Но особенно хороши вышли во французском переводе следующие места:
А я скажу: по мне уж лучше пей,
Да дело разумей.
("Музыканты")
"J'admets, qu'on s'enivre, pourvu que d'ailleurs on connaisse son affaire". {<Я согласен, пусть пьют, лишь бы только в остальном знали свое дело (франц.).>}
Послушай-ка, тут перервал мой лжец:
Чем на мост нам идти, поищем лучше броду.
("Лжец")
"Ecoute, dit enfin le menteur en interrompant son malin compagnon, au lieu de prendre par le pont, ne pourrions-nous pas suivre les bords de la riviere?" {<Слушай,-- сказал наконец лжец, прервав своего хитрого спутника,-- вместо того, чтобы идти через мост, не могли ли бы мы пойти по берегу реки? (франц.).>}
Довольно!

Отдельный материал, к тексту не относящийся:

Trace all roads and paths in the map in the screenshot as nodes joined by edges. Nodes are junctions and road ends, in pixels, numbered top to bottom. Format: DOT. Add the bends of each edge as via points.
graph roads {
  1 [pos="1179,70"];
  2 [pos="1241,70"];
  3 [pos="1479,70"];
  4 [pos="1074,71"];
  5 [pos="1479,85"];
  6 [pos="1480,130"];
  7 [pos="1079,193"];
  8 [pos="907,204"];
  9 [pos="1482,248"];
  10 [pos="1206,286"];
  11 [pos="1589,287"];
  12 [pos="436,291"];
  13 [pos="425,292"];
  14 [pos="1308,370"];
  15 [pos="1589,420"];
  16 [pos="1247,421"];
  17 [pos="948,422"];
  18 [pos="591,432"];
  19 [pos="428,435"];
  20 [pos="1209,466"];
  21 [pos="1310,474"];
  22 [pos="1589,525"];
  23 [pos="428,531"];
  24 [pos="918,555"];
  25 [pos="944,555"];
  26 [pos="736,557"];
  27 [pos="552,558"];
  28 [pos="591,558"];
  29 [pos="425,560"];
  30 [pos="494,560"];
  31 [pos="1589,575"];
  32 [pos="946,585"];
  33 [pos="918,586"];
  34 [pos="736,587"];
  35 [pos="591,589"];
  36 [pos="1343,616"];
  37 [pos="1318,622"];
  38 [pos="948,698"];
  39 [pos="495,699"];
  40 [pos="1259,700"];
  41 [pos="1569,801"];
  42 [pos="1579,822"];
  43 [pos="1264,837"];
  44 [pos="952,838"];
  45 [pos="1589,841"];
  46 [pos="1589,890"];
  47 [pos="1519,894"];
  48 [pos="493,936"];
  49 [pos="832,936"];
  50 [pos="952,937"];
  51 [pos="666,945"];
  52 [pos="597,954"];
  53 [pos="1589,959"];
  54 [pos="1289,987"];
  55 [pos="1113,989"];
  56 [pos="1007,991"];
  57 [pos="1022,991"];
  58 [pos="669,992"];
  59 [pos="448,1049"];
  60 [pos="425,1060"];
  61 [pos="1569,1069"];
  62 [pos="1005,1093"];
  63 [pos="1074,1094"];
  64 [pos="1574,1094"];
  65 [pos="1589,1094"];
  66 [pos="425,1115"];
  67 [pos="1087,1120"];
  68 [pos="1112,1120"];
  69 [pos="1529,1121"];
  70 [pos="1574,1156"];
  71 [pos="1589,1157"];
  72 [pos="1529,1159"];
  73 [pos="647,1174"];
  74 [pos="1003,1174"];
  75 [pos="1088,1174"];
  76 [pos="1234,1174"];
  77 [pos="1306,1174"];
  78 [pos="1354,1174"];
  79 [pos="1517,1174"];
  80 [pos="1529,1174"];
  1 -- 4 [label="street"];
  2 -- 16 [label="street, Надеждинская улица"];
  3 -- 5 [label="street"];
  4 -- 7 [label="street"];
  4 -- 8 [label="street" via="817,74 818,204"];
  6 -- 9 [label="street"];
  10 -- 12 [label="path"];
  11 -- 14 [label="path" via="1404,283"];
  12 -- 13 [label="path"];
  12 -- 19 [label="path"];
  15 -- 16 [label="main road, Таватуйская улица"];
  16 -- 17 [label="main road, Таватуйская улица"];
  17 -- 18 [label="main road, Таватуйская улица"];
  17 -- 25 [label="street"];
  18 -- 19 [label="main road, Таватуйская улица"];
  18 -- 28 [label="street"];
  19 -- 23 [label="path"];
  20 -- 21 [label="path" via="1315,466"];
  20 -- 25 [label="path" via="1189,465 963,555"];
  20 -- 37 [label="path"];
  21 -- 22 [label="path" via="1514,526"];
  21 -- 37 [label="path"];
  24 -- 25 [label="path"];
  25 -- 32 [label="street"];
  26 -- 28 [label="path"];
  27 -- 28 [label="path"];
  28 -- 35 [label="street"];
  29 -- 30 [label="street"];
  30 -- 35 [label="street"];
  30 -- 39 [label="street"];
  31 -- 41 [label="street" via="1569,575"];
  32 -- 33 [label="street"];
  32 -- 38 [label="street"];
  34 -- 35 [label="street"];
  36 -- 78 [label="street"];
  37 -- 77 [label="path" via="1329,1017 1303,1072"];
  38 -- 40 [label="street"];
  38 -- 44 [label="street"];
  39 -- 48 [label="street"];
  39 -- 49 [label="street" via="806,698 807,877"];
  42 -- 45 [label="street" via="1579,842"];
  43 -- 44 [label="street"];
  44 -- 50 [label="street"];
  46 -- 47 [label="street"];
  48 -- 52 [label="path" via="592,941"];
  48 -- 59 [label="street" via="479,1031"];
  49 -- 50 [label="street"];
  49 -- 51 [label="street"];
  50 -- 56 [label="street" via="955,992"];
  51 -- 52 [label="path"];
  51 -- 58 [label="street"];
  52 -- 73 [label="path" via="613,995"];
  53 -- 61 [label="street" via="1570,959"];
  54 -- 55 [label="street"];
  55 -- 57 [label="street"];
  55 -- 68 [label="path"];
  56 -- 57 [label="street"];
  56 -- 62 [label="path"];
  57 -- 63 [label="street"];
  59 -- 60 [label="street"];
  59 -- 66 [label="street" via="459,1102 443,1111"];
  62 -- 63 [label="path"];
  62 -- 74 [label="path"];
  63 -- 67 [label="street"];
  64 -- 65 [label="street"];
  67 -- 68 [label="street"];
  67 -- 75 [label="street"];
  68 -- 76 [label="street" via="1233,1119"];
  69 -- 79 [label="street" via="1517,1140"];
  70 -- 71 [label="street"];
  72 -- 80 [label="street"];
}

Не можем не вспомнить при этом одного стихотворения, лет тридцать тому назад переведенного с русского на французский г. Сен-Мором, который хотел в ту пору познакомить своих соотечественников с нашею литературой. Нам кажется нелишним привести здесь начало этого перевода:
Dans la vaste prairie, où croit l'herbe soyeuse,
Au milieu de cez gazons frais
Que baigne un clair ruisseau couronné de bluets,
Un rien m'amuse et tout me rend heureuse, {*} и проч.
{* <На широком лугу, где растет шелковистая трава, посреди этой свежей муравы, которую омывает светлый ручеек, увенчанный васильками, любая мелочь меня забавляет и все делает меня счастливой (франц.).>}
Как бы вы думали, что это такое? Не что иное, как известная русская песня "Во лузях, во лузях..."
С 1823 года, времени появления переводов с русского г. Сен-Мора, недалеко-таки ушли французы в знании русского языка и понимании произведений нашей словесности!
1852. Статья г. Сен-Жюльена об И. А. Крылове.-- "Отечественные записки", No 10, отд. VIII, стр. 213, 216--217.